*** Block opens ***
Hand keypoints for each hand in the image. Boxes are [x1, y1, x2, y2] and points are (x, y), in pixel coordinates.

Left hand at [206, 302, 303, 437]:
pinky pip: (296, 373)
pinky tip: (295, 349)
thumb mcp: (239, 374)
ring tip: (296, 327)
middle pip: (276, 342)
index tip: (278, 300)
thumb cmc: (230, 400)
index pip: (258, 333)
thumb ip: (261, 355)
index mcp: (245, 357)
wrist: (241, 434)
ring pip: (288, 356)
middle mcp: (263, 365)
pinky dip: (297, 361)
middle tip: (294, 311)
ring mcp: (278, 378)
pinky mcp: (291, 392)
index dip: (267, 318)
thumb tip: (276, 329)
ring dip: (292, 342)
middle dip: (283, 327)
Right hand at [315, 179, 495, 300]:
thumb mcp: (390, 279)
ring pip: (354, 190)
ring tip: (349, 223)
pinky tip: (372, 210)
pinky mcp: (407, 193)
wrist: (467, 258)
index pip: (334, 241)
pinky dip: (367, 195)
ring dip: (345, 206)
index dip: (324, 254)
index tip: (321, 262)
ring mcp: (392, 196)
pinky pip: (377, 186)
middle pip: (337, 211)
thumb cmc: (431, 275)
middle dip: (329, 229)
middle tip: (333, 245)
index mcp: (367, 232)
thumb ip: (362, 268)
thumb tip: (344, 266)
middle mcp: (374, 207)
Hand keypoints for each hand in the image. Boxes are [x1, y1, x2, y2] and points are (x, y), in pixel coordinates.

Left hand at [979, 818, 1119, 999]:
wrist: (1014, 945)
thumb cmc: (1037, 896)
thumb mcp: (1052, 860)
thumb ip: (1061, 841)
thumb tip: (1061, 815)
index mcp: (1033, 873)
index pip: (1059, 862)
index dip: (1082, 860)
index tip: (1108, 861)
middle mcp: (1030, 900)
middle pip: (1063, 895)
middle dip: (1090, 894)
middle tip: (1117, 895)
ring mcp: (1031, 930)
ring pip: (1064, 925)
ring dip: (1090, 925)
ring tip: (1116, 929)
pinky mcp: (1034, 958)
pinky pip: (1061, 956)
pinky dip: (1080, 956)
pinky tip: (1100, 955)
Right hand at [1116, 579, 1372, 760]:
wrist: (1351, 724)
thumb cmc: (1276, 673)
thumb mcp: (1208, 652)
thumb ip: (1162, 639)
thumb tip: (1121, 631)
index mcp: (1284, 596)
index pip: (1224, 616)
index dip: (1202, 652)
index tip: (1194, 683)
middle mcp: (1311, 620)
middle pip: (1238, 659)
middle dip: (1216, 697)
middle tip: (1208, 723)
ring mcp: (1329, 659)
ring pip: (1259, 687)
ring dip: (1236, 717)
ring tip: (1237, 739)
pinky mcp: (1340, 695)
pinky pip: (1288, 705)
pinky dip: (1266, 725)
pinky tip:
*** Block closes ***
For this task, set down the entire listing word for word.

» **SOLVED EXERCISE**:
Hand keypoints for each hand in the image. Boxes are [x1, y1, x2, y2] and points are (x, y), in pixel coordinates.

Left hand at [206, 302, 303, 437]:
pinky pip: (296, 373)
pinky tip: (295, 349)
thumb mcp: (239, 374)
ring tip: (296, 327)
middle pip: (276, 342)
index tip: (278, 300)
thumb cmc: (230, 400)
index pip: (258, 333)
thumb ip: (261, 355)
index mcp: (245, 357)
wrist: (241, 434)
ring pip: (288, 356)
middle mcp: (263, 365)
pinky dip: (297, 361)
middle tip: (294, 311)
ring mcp: (278, 378)
pinky mcp: (291, 392)
index dip: (267, 318)
thumb tip: (276, 329)
ring dip: (292, 342)
middle dip: (283, 327)
Right hand at [315, 179, 495, 300]:
thumb mcp: (390, 279)
ring pip: (354, 190)
ring tip: (349, 223)
pinky tip: (372, 210)
pinky mcp: (407, 193)
wrist: (467, 258)
index pip: (334, 241)
pinky dip: (367, 195)
ring dip: (345, 206)
index dip: (324, 254)
index tip: (321, 262)
ring mcp: (392, 196)
pinky pip: (377, 186)
middle pip: (337, 211)
thumb cmc: (431, 275)
middle dip: (329, 229)
middle tip: (333, 245)
index mcp: (367, 232)
thumb ip: (362, 268)
thumb tip: (344, 266)
middle mcp: (374, 207)
Hand keypoints for each hand in the image. Boxes are [x1, y1, x2, y2] and points are (x, y), in pixel coordinates.

Left hand at [979, 818, 1119, 999]:
wrist: (1014, 945)
thumb cmc: (1037, 896)
thumb mcp: (1052, 860)
thumb ip: (1061, 841)
thumb tip: (1061, 815)
index mcp: (1033, 873)
index pip: (1059, 862)
index dip: (1082, 860)
index tip: (1108, 861)
middle mcp: (1030, 900)
middle pip: (1063, 895)
middle dip: (1090, 894)
middle tip: (1117, 895)
ring mcp: (1031, 930)
ring pip: (1064, 925)
ring dip: (1090, 925)
ring tip: (1116, 929)
pinky mcp: (1034, 958)
pinky pip: (1061, 956)
pinky dip: (1080, 956)
pinky tip: (1100, 955)
Right hand at [1116, 579, 1372, 760]:
wrist: (1351, 724)
thumb cmc: (1276, 673)
thumb mcp: (1208, 652)
thumb ip: (1162, 639)
thumb tip: (1121, 631)
index mcp: (1284, 596)
index pip: (1224, 616)
index dip: (1202, 652)
index tip: (1194, 683)
middle mcp: (1311, 620)
middle pip: (1238, 659)
middle dip: (1216, 697)
middle tip: (1208, 723)
ring mcp: (1329, 659)
ring pip: (1259, 687)
ring dip: (1236, 717)
ring tip: (1237, 739)
pinky mcp: (1340, 695)
pinky pip: (1288, 705)
pinky dip: (1266, 725)
pinky tip:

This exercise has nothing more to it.